O Globo
Tomamos um banho de atraso, preconceito e
truculência. Hora de sacudir a poeira e dar a volta por cima
Com as convenções partidárias, começou,
oficialmente, o processo eleitoral. Dizem que teremos eleições históricas. De
certa maneira, todas as eleições são históricas, se considerarmos que muitas
resultam em programas transformadores, outras resultam em impeachment. Nunca
passam em branco.
Na verdade, é necessário admitir que as
eleições têm inúmeros traços singulares e pedem também uma certa preparação do
eleitor para os meses de campanha.
O primeiro ponto a destacar é a violência.
Já houve um assassinato em Foz do Iguaçu, as redes estão inundadas por insultos
e, em Minas, um homem foi preso por ameaçar pendurar os ministros do Supremo de
cabeça para baixo.
Não sei se a melhor tática é prender quem faz ameaças. Em alguns países, as pessoas passam a ser apenas monitoradas. O que não deixa de ser uma escolha arriscada; se cometem um crime, a responsabilidade acaba se transferindo para quem hesitou em prendê-las.

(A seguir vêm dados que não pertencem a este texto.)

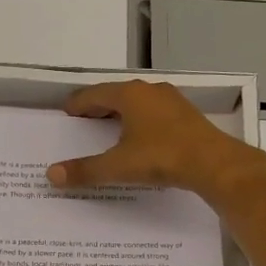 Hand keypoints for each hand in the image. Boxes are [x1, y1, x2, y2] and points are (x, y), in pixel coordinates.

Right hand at [46, 79, 265, 202]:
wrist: (214, 163)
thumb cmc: (161, 157)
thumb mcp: (118, 166)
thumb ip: (85, 170)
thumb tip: (51, 174)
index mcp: (129, 94)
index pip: (94, 94)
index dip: (78, 104)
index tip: (67, 112)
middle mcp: (150, 91)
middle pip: (116, 95)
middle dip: (98, 107)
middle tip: (83, 121)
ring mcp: (172, 101)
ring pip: (138, 103)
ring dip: (121, 114)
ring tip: (108, 129)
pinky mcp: (186, 116)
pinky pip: (154, 113)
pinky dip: (140, 121)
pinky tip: (140, 138) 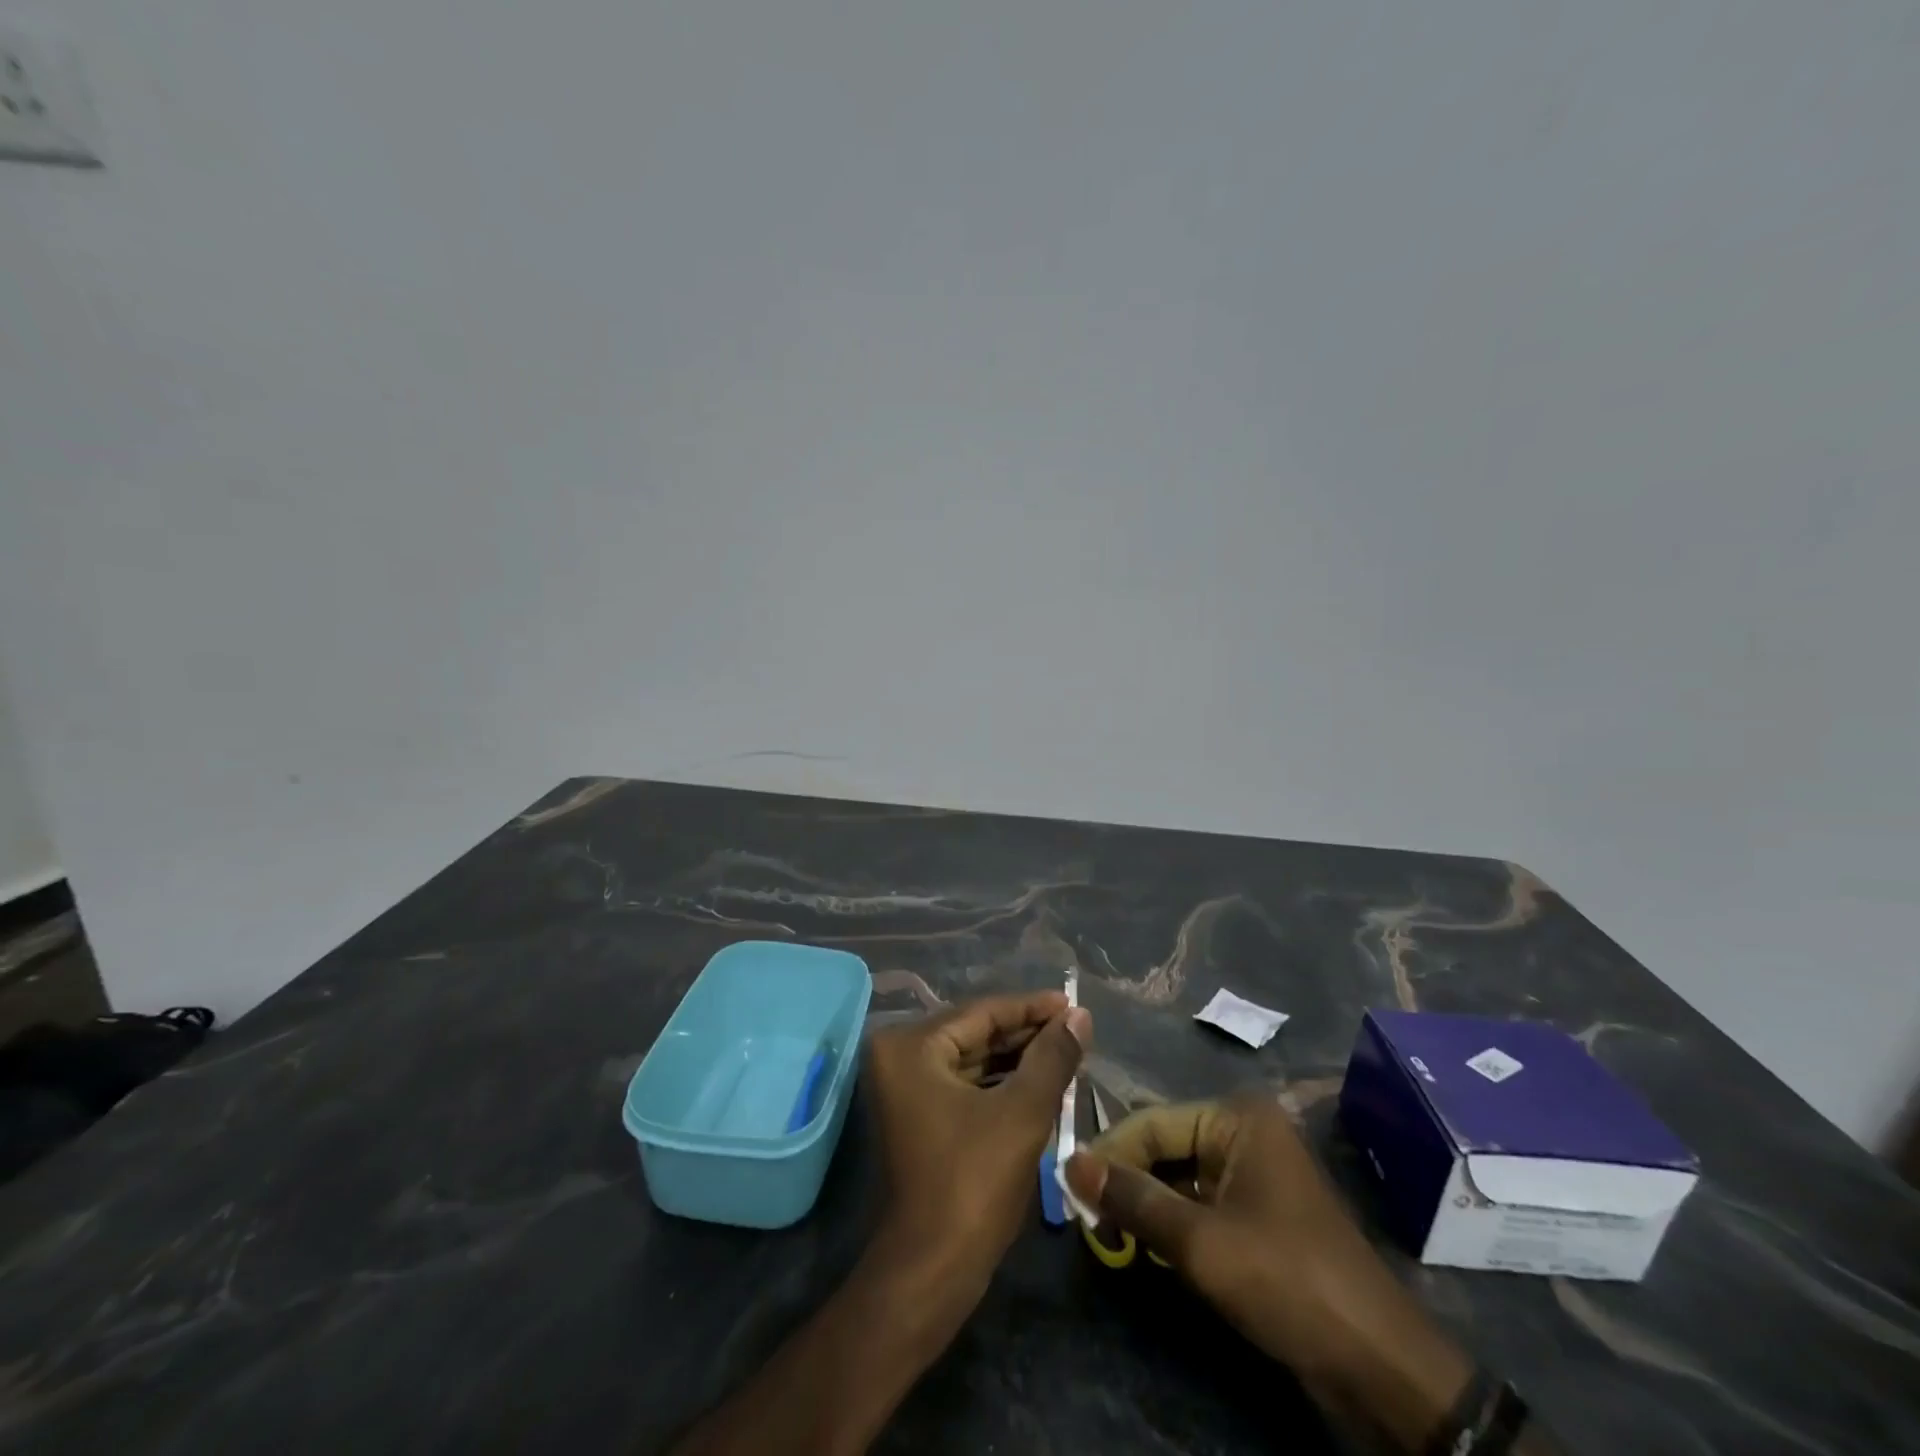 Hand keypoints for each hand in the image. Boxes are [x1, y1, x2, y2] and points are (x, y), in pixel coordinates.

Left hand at [866, 992, 1090, 1301]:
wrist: (931, 1271)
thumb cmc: (973, 1183)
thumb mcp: (1022, 1113)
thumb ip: (1052, 1057)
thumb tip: (1080, 1015)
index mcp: (911, 1045)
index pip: (982, 1012)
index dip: (1032, 1008)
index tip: (1073, 1004)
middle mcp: (899, 1056)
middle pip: (975, 1032)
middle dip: (1026, 1033)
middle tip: (1075, 1029)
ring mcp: (904, 1087)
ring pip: (971, 1058)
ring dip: (1016, 1057)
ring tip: (1065, 1052)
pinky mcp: (917, 1114)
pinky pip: (964, 1083)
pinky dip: (1000, 1082)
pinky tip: (1038, 1080)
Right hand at [1064, 1093, 1470, 1440]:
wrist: (1379, 1365)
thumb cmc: (1287, 1280)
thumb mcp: (1201, 1243)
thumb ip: (1133, 1199)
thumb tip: (1070, 1162)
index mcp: (1237, 1118)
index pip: (1153, 1123)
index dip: (1109, 1153)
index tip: (1068, 1185)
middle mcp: (1245, 1132)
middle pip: (1166, 1146)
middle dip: (1127, 1180)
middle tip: (1084, 1214)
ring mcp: (1256, 1172)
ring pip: (1181, 1177)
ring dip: (1146, 1204)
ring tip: (1106, 1232)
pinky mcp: (1260, 1212)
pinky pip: (1201, 1203)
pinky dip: (1173, 1223)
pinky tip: (1145, 1246) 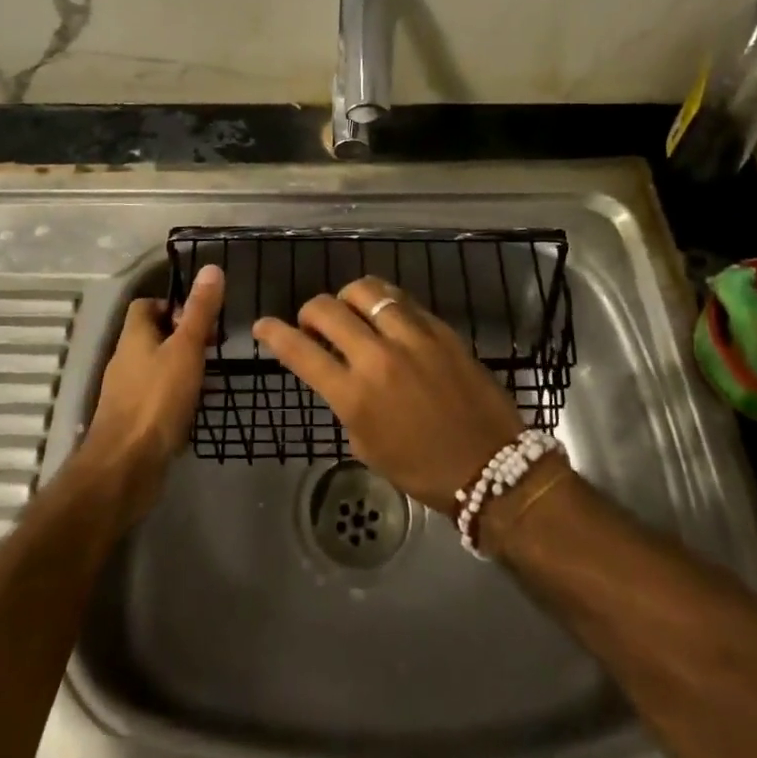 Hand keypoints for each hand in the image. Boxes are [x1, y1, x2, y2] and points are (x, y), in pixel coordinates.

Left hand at [78, 265, 223, 514]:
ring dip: (183, 366)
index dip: (173, 305)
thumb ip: (199, 311)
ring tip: (212, 376)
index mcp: (134, 336)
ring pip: (157, 366)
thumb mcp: (186, 348)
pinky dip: (177, 394)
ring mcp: (127, 392)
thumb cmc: (157, 399)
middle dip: (184, 336)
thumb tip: (211, 268)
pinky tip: (197, 406)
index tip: (201, 317)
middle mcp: (126, 360)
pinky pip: (157, 396)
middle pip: (153, 335)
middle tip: (213, 347)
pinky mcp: (134, 420)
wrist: (126, 466)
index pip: (146, 305)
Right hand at [253, 277, 524, 515]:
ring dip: (346, 298)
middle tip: (314, 325)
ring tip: (351, 312)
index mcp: (355, 395)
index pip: (301, 352)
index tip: (263, 326)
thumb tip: (338, 372)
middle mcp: (378, 357)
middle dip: (309, 312)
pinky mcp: (439, 327)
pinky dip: (382, 302)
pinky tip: (384, 314)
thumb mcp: (367, 445)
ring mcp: (411, 336)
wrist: (492, 465)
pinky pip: (400, 298)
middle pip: (326, 308)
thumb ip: (346, 402)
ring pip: (364, 289)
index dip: (274, 334)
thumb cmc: (423, 468) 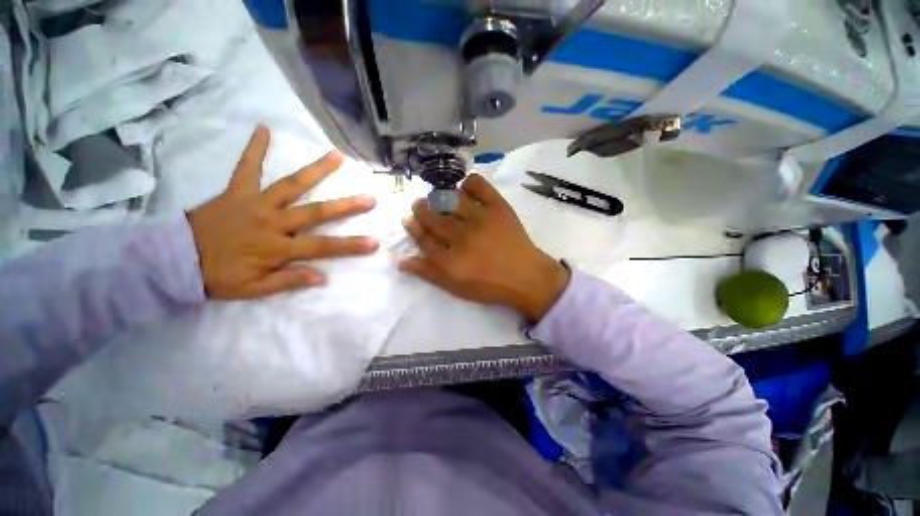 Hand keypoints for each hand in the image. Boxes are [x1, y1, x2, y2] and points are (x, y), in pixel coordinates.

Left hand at [187, 125, 378, 299]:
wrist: (171, 259)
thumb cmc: (217, 277)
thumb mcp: (253, 289)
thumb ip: (288, 282)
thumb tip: (323, 277)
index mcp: (277, 248)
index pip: (322, 247)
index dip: (349, 246)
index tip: (374, 243)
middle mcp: (272, 222)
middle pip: (315, 213)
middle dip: (345, 206)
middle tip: (369, 197)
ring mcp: (255, 203)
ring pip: (291, 185)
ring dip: (316, 171)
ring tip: (338, 156)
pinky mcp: (236, 191)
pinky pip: (246, 167)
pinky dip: (254, 149)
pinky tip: (264, 129)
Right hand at [399, 174, 569, 322]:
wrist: (527, 276)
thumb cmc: (490, 285)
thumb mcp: (456, 287)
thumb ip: (429, 273)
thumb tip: (402, 262)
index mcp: (450, 260)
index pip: (424, 239)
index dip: (413, 227)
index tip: (408, 218)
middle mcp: (462, 236)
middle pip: (433, 217)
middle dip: (422, 209)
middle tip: (419, 204)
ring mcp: (480, 219)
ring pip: (451, 199)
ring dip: (440, 197)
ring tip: (439, 199)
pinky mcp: (498, 207)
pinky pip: (479, 186)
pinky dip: (469, 184)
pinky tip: (466, 190) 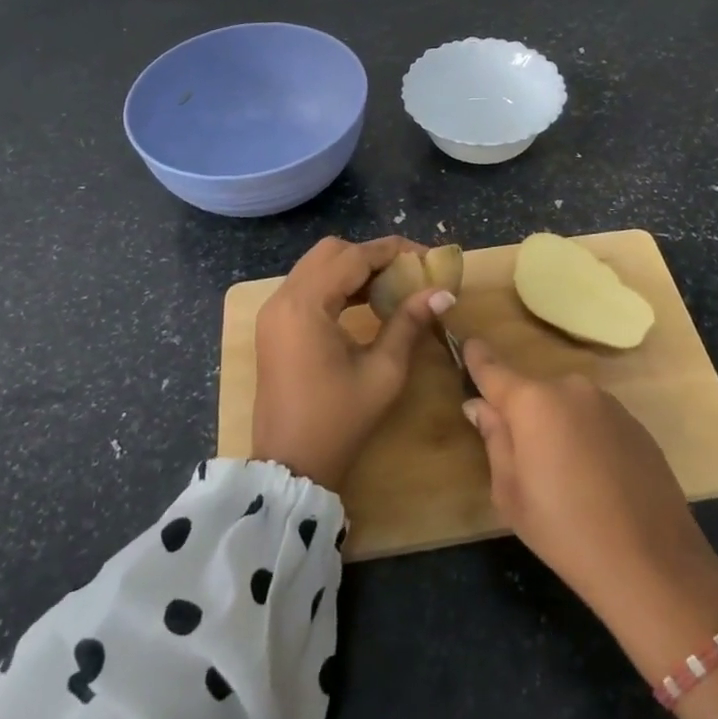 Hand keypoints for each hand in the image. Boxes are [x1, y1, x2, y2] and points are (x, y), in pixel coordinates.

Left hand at [252, 235, 453, 492]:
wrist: (290, 467)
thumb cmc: (339, 421)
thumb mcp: (383, 372)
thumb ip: (409, 323)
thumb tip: (444, 291)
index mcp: (306, 305)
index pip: (353, 257)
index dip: (392, 251)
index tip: (427, 256)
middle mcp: (283, 298)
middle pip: (330, 251)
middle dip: (371, 255)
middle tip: (407, 272)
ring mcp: (273, 311)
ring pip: (316, 265)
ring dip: (353, 268)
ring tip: (392, 286)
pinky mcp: (273, 325)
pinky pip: (307, 286)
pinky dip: (336, 285)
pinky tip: (365, 302)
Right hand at [461, 343, 717, 718]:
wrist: (651, 561)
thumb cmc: (564, 530)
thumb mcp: (510, 493)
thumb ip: (494, 439)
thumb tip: (480, 406)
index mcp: (533, 402)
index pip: (494, 370)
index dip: (478, 357)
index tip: (469, 343)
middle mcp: (570, 389)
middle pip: (533, 394)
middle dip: (524, 415)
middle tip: (525, 462)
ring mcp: (608, 403)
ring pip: (567, 407)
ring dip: (558, 428)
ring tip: (566, 478)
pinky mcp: (636, 423)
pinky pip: (596, 421)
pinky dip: (587, 439)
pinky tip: (597, 480)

De qualquer forma, nesse capítulo, meu
programa de eleitor é contribuir para baixar a bola. Sempre que houver
discussão perigosa, esfriar os ânimos.
É preciso também fazer com que as opções
violentas paguem um preço eleitoral. Não é difícil. Outro dia, um grupo
bolsonarista cercou uma comitiva de deputados de esquerda, na Tijuca, no Rio.
Truculentos e armados, acabaram expulsando os adversários da rua. Reinaram
solitários para uma plateia de algumas centenas de pessoas. Mas as notícias
negativas sobre seu ato atingiram milhares de eleitores. A violência, em termos
de voto, é um tiro no pé.
Um segundo aspecto que importa nestas
eleições é a defesa da democracia. Circula um manifesto redigido em São Paulo,
e todos os eleitores interessados em defender o Estado de Direito devem
assiná-lo. Mas isso não basta. O manifesto pede um estado de vigília
permanente, e esse estado, sim, pode nos unir em momentos difíceis.
Sobre fake news, também temos responsabilidades:
não deixar que prosperem. Nos EUA já existem cursos para que as pessoas se
defendam de fake news, consultando fontes, desconfiando de interesses ocultos
por trás de uma notícia falsa.
Algo essencial na campanha é compreender
como, em muitos aspectos, o Brasil foi devastado pela extrema direita. Cabe um
esforço maior para a reconstrução, a fim de que um programa de retomada do
ciclo vital do país seja formulado.
Felizmente, as entrevistas com os
candidatos têm sido construtivas. Não há mais cascas de banana, apenas um
esforço sério para questionar as ideias para o país.
Há um aspecto em que tenho insistido,
sempre que posso, no diálogo com candidatos: qual o papel da sociedade na
retomada do crescimento?
No Brasil de hoje, existe um abismo entre
política e sociedade. Muito possivelmente, esse abismo não desaparecerá. No
entanto é preciso que haja clareza sobre as possibilidades de as pessoas
construírem um Brasil melhor, a despeito até dos políticos.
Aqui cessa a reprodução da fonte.